PHILADELPHIA-It’s Pennsylvania by a nose for second place in the US gaming market, as new figures from the state Gaming Control Board show.
With revenues growing by 4.4% for the year, Pennsylvania came in ahead of Atlantic City as the Number 2 gambling center to Las Vegas’s perennial Number 1. Pennsylvania’s take for the year in slots and table-game receipts was $3.16 billion. Atlantic City casinos reported $3.05 billion in revenue for the year.
Valley Forge Casino Resort opened in March and helped put Pennsylvania over the top in the race with A.C. The state’s first casino opened only a little more than six years ago, in late 2006.
“Pennsylvania grew so fast because the casinos are located throughout the state and located closer to the main population centers,” one gaming analyst, John Kempf, of RBC Capital Markets has said.
In New Jersey, Gov. Christopher J. Christie’s administration has kept the focus on trying to bolster Atlantic City’s casino and resort business, effectively blocking efforts by northern New Jersey politicians to consider permitting gaming in other locales.

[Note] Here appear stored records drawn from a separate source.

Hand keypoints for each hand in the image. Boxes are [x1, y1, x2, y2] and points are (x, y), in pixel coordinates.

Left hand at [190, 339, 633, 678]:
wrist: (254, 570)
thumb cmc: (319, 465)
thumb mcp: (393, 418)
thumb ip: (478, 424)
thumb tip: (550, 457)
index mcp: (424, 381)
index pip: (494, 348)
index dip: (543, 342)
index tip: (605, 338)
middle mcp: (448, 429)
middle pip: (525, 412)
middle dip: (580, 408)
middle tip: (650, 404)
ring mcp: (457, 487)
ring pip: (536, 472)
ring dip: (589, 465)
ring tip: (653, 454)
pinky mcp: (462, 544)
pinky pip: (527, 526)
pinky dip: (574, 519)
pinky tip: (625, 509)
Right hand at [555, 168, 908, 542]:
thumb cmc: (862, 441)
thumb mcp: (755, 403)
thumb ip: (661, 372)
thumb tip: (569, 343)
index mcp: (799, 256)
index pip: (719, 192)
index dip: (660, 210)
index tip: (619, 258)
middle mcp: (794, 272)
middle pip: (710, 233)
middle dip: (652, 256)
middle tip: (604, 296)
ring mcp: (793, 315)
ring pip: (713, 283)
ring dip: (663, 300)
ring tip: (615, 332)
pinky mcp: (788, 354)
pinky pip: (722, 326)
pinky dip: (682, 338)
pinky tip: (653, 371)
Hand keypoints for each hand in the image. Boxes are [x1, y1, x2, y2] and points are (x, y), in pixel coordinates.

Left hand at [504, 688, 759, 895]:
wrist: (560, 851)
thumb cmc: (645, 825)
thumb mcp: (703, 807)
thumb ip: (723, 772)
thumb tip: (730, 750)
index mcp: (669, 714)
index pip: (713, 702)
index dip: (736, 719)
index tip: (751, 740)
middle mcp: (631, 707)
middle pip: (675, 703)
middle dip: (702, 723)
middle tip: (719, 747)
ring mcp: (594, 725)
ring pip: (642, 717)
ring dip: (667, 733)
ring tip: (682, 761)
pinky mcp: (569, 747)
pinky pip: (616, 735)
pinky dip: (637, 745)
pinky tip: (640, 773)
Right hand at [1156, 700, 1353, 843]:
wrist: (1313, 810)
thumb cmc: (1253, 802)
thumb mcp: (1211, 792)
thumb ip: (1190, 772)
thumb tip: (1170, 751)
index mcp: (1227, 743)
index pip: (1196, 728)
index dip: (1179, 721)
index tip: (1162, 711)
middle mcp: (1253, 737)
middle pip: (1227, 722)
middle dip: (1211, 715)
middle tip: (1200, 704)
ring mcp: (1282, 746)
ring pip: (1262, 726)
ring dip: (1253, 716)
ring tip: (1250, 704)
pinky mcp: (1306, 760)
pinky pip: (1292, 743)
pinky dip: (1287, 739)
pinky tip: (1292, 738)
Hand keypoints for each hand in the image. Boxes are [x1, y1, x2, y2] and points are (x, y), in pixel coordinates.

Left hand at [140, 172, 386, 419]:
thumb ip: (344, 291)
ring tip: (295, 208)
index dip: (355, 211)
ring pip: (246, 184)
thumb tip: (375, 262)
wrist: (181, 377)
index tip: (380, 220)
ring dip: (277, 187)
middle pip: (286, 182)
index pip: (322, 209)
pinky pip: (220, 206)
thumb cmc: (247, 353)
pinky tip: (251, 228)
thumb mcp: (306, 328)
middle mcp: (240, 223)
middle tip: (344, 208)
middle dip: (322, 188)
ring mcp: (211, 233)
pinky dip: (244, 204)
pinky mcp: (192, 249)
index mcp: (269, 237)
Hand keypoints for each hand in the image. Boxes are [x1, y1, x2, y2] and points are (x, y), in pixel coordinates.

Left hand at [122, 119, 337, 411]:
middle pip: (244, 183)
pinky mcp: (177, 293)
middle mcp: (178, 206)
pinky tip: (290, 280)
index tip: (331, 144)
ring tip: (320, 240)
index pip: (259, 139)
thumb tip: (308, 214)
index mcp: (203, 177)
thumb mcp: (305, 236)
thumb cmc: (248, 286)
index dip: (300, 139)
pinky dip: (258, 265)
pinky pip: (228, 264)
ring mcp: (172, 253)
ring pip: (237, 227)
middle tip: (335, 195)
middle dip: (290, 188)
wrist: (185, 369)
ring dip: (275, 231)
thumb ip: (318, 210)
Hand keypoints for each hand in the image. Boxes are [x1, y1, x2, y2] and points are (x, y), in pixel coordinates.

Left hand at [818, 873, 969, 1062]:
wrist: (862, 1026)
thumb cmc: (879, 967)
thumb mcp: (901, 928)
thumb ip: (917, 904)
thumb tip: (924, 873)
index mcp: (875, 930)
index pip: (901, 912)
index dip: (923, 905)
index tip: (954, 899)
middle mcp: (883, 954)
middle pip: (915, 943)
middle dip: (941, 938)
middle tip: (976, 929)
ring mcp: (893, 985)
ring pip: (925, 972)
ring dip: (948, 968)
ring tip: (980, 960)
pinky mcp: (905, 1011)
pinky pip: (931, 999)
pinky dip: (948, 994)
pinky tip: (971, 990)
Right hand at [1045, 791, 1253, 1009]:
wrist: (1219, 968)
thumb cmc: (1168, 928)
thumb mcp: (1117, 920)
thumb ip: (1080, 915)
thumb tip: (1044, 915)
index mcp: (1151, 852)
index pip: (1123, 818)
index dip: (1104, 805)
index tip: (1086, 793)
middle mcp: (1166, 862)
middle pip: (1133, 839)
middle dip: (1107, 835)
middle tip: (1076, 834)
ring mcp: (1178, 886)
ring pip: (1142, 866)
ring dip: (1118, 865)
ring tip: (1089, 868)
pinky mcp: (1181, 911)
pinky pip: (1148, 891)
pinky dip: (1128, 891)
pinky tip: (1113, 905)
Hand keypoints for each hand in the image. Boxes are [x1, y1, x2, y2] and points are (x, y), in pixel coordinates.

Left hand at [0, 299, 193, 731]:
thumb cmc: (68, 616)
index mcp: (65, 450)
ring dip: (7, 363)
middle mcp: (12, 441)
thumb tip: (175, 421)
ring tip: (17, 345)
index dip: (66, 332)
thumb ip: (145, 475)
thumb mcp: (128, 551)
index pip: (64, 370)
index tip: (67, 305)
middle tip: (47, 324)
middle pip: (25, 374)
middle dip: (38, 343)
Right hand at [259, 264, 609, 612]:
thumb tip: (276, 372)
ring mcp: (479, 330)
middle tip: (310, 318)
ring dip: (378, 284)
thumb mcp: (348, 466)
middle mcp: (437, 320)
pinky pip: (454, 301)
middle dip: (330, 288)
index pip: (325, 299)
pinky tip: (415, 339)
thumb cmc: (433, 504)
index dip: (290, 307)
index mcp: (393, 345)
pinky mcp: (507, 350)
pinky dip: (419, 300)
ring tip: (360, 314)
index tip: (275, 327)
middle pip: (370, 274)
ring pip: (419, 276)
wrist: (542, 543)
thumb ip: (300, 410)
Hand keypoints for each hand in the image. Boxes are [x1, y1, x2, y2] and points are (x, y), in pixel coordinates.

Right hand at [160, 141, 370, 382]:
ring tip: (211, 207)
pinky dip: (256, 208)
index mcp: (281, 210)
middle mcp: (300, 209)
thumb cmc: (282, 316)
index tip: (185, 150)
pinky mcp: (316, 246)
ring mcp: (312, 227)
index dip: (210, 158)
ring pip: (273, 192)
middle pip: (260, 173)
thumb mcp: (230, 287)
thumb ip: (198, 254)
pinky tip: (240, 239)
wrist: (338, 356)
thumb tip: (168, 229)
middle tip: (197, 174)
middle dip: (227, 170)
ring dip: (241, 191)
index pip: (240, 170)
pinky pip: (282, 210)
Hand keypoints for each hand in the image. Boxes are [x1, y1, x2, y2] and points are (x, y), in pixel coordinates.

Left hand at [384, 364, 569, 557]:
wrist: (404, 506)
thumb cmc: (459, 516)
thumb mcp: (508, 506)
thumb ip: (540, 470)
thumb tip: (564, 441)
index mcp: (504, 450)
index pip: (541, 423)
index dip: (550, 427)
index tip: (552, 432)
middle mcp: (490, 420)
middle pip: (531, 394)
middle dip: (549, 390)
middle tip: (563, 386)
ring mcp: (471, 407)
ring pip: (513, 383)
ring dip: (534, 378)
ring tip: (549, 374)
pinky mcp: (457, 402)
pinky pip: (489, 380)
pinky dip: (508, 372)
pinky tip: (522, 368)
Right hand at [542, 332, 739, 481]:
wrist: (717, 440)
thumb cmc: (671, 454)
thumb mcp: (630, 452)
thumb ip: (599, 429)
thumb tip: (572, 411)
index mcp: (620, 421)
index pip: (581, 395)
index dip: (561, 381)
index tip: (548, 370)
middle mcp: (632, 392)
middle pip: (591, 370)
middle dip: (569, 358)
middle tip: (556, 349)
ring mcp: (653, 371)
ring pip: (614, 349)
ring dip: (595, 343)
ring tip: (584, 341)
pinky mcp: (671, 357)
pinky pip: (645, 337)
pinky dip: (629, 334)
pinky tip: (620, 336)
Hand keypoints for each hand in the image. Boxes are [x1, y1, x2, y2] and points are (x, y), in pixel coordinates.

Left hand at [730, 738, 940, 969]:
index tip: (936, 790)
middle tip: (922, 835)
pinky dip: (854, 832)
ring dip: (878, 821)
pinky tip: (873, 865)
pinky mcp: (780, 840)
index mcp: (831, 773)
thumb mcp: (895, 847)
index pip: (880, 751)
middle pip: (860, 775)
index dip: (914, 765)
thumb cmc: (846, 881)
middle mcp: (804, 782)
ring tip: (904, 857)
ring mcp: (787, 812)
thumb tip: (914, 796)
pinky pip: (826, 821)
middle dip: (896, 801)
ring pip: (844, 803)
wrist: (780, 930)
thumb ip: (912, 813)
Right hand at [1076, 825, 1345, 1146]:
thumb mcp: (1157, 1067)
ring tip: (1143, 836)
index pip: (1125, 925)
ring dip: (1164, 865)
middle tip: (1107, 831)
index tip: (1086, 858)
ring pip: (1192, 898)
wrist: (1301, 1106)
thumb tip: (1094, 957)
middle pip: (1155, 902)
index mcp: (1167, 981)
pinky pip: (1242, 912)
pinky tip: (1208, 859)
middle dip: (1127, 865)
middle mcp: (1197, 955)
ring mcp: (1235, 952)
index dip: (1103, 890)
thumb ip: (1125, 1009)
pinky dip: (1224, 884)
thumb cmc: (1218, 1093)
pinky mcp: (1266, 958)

Atlantic City has been heavily promoted as a get-away spot with beach and resort amenities, in addition to gaming, over the past few years. The Revel resort and casino that opened last year was launched amidst a state campaign urging guests to “Discover A.C.” However, Revel’s revenues had consistently trailed expectations – even before the Atlantic City area took a big hit from Hurricane Sandy, causing damage and even disrupting travel for a short time last fall.
Pennsylvania now has 11 gambling venues around the state, and the opening of the Nemacolin Woodlands Resort this spring will make it an even dozen. Competition is underway for the right to open a Philadelphia casino, also.
The top revenue-producing venue in the state was Parx racetrack and casino in Bensalem for 2012, as it has been for many years.